Xi quebró por lo tanto las promesas que China hizo a Hong Kong y la comunidad internacional en la Declaración Conjunta de 1984 (y también más tarde) cuando afirmó que la ciudad continuaría manteniendo sus libertades hasta 2047. Además, la ley que China impuso para aniquilar la libertad de Hong Kong tiene alcance extraterritorial. El artículo 38 de la Ley de Seguridad Nacional puede aplicarse a cualquier persona en Hong Kong, China continental u otro país.
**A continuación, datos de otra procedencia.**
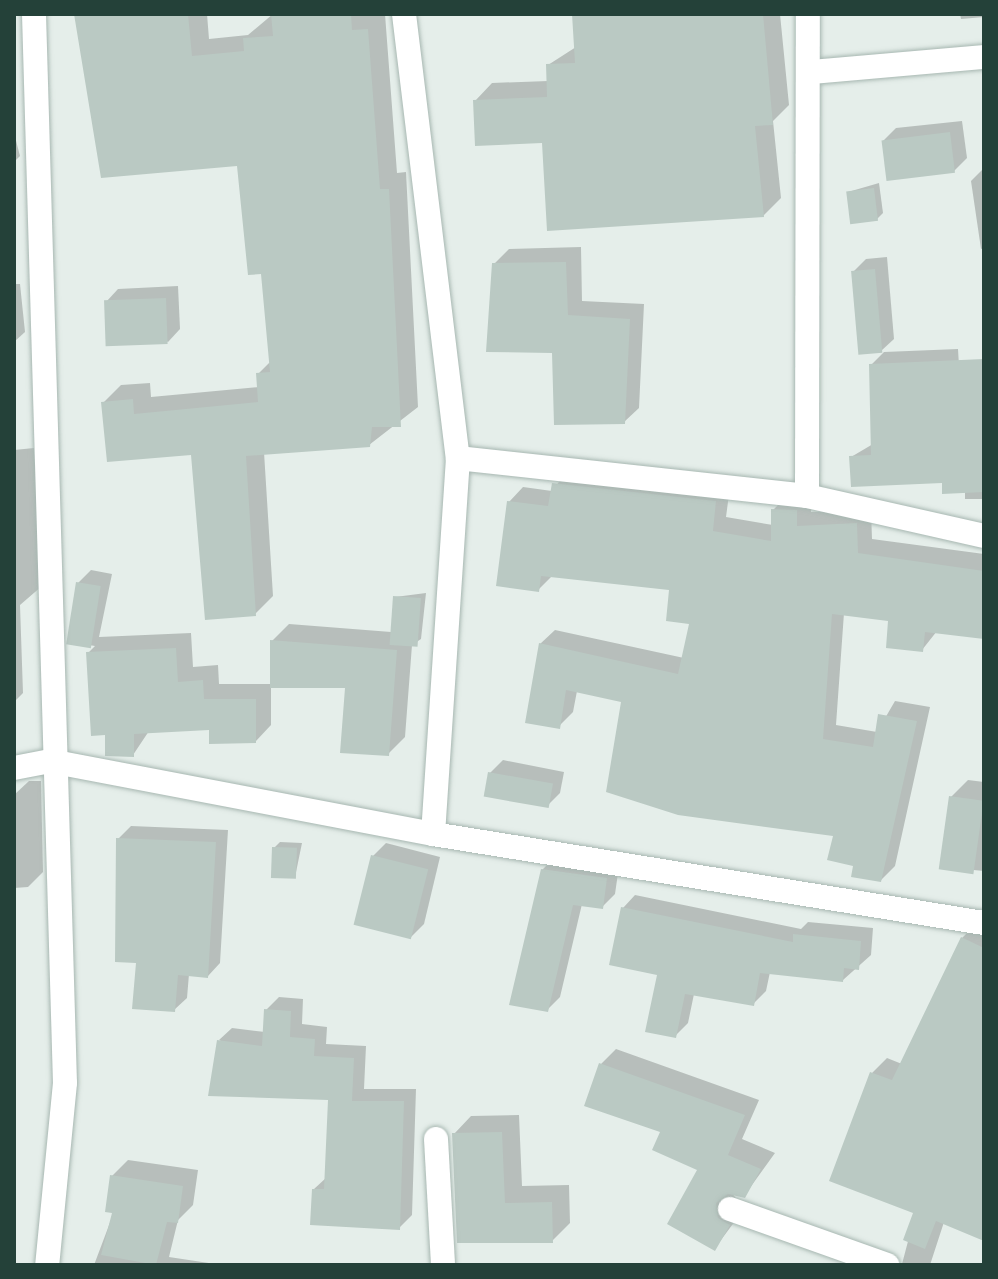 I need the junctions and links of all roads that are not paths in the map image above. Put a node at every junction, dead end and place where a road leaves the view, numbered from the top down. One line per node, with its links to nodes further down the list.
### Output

Entonces, por ejemplo, un periodista estadounidense, británico o japonés que escriba algo en su propio país contra la política del gobierno chino en Tíbet o Hong Kong podría ser arrestado si pisa Hong Kong o China.
Finalmente, podríamos agregar el montón de promesas comerciales y de inversión que China ha roto, que invalidaron tanto la letra como el espíritu con los que se habían comprometido previamente los funcionarios del PCCh. La diplomacia comercial coercitiva China incluye amenazas del cese de importaciones desde los países cuyos gobiernos tengan el coraje de enfrentarse a Xi. Esto les ocurrió a Noruega, Australia, Corea del Sur, Japón, Alemania, el Reino Unido, Francia, Canadá, Estados Unidos y otros. El resultado final no suele ser tan grave como las amenazas chinas, pero no sin que antes una industria o sector económico haya rogado a su gobierno que dé marcha atrás.
Algo queda claro: el mundo no puede confiar en la dictadura de Xi. Cuanto antes reconozcamos esto y actuemos conjuntamente, antes tendrán que mejorar sus comportamientos los bravucones de Pekín. Así, el mundo será más seguro y próspero.